- Material provided:
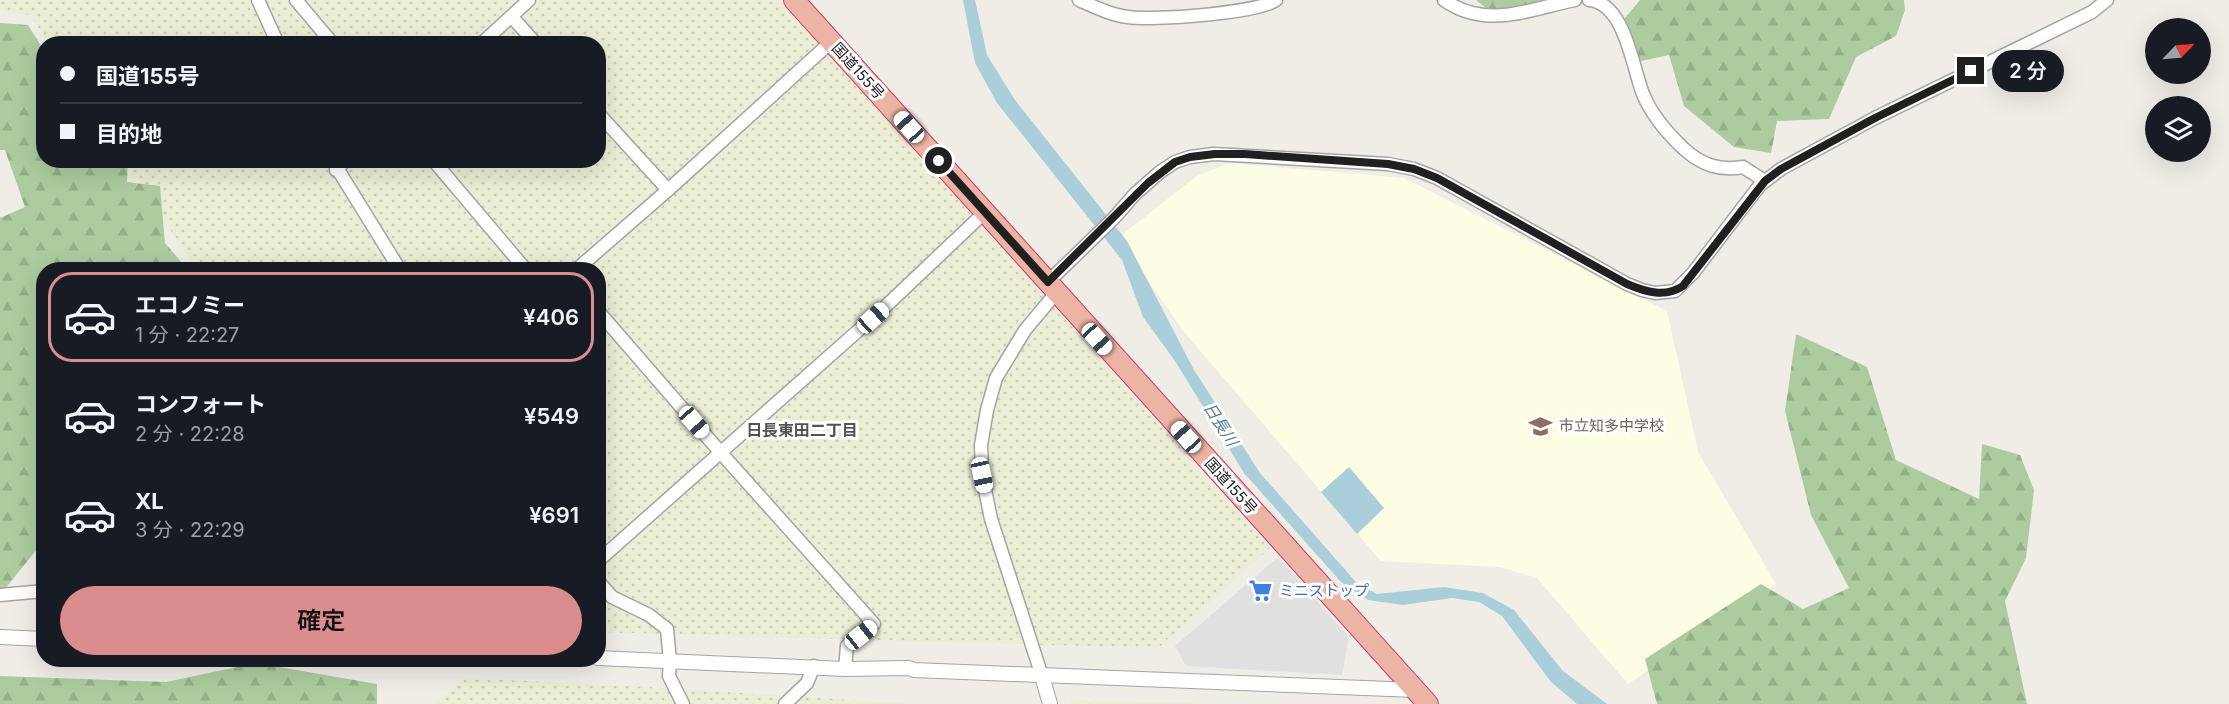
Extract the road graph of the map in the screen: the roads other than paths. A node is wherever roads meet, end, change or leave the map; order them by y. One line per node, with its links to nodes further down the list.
1 (296, 0): 13 (street)
2 (530, 0): 11 (street)
3 (794, 0): 16 (highway, 国道155号)
4 (1079, 0): 5 (street)
5 (1276, 0)
6 (1444, 0): 7 (street)
7 (1575, 0)
8 (1588, 0): 20 (street)
9 (261, 1): 12 (street)
10 (2104, 1): 20 (street)
11 (512, 17): 14 (street); 15 (street)
12 (275, 36)
13 (326, 36)
14 (490, 36)
15 (529, 36)
16 (832, 41): 21 (street); 22 (highway, 国道155号)
17 (606, 122): 21 (street)
18 (336, 168): 23 (street)
19 (440, 168): 24 (street)
20 (1765, 181): 26 (street)
21 (668, 190): 25 (street)
22 (985, 212): 26 (highway, 国道155号); 28 (street)
23 (395, 262)
24 (519, 262)
25 (585, 262)
26 (1052, 288): 39 (street); 40 (highway, 国道155号)
27 (606, 320): 28 (street)
28 (721, 453): 29 (street); 38 (street)
29 (606, 554)
30 (606, 590): 36 (street)
31 (36, 592): 32 (street)
32 (0, 595)
33 (0, 637): 34 (street)
34 (36, 639)
35 (606, 658): 36 (street)
36 (670, 661): 37 (street); 41 (street)
37 (814, 666): 38 (street); 42 (street)
38 (845, 669): 39 (street)
39 (1042, 676): 40 (street); 43 (street)
40 (1421, 697)
41 (682, 704)
42 (785, 704)
43 (1050, 704)

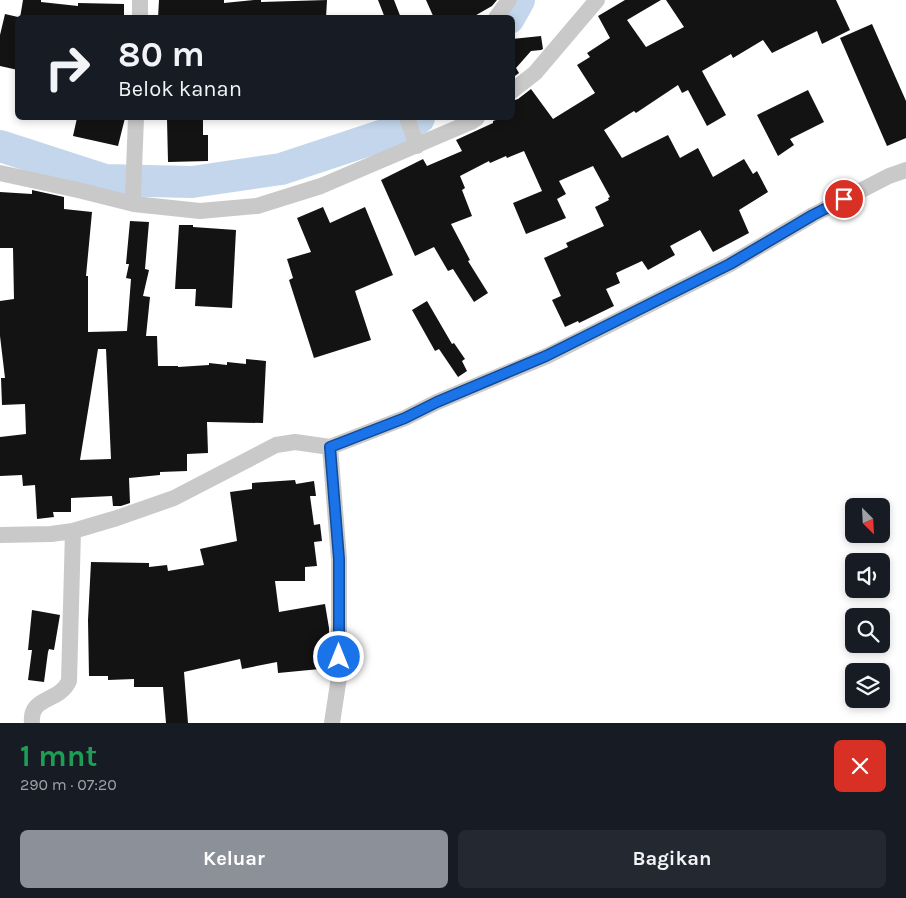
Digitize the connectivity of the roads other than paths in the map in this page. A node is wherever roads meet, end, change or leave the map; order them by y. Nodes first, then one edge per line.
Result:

- What this task involves:
The whole listing must be restated word for word. Leave out any pictures.

- Solution for this task:
Extract the road graph of the map in the screen: the roads other than paths. A node is wherever roads meet, end, change or leave the map; order them by y. One line per node, with its links to nodes further down the list.
1 (296, 0): 13 (street)
2 (530, 0): 11 (street)
3 (794, 0): 16 (highway, 国道155号)
4 (1079, 0): 5 (street)
5 (1276, 0)
6 (1444, 0): 7 (street)
7 (1575, 0)
8 (1588, 0): 20 (street)
9 (261, 1): 12 (street)
10 (2104, 1): 20 (street)
11 (512, 17): 14 (street); 15 (street)
12 (275, 36)
13 (326, 36)
14 (490, 36)
15 (529, 36)
16 (832, 41): 21 (street); 22 (highway, 国道155号)
17 (606, 122): 21 (street)
18 (336, 168): 23 (street)
19 (440, 168): 24 (street)
20 (1765, 181): 26 (street)
21 (668, 190): 25 (street)
22 (985, 212): 26 (highway, 国道155号); 28 (street)
23 (395, 262)
24 (519, 262)
25 (585, 262)
26 (1052, 288): 39 (street); 40 (highway, 国道155号)
27 (606, 320): 28 (street)
28 (721, 453): 29 (street); 38 (street)
29 (606, 554)
30 (606, 590): 36 (street)
31 (36, 592): 32 (street)
32 (0, 595)
33 (0, 637): 34 (street)
34 (36, 639)
35 (606, 658): 36 (street)
36 (670, 661): 37 (street); 41 (street)
37 (814, 666): 38 (street); 42 (street)
38 (845, 669): 39 (street)
39 (1042, 676): 40 (street); 43 (street)
40 (1421, 697)
41 (682, 704)
42 (785, 704)
43 (1050, 704)

Digitize the connectivity of the roads other than paths in the map in this page. A node is wherever roads meet, end, change or leave the map; order them by y. Nodes first, then one edge per line.
Result:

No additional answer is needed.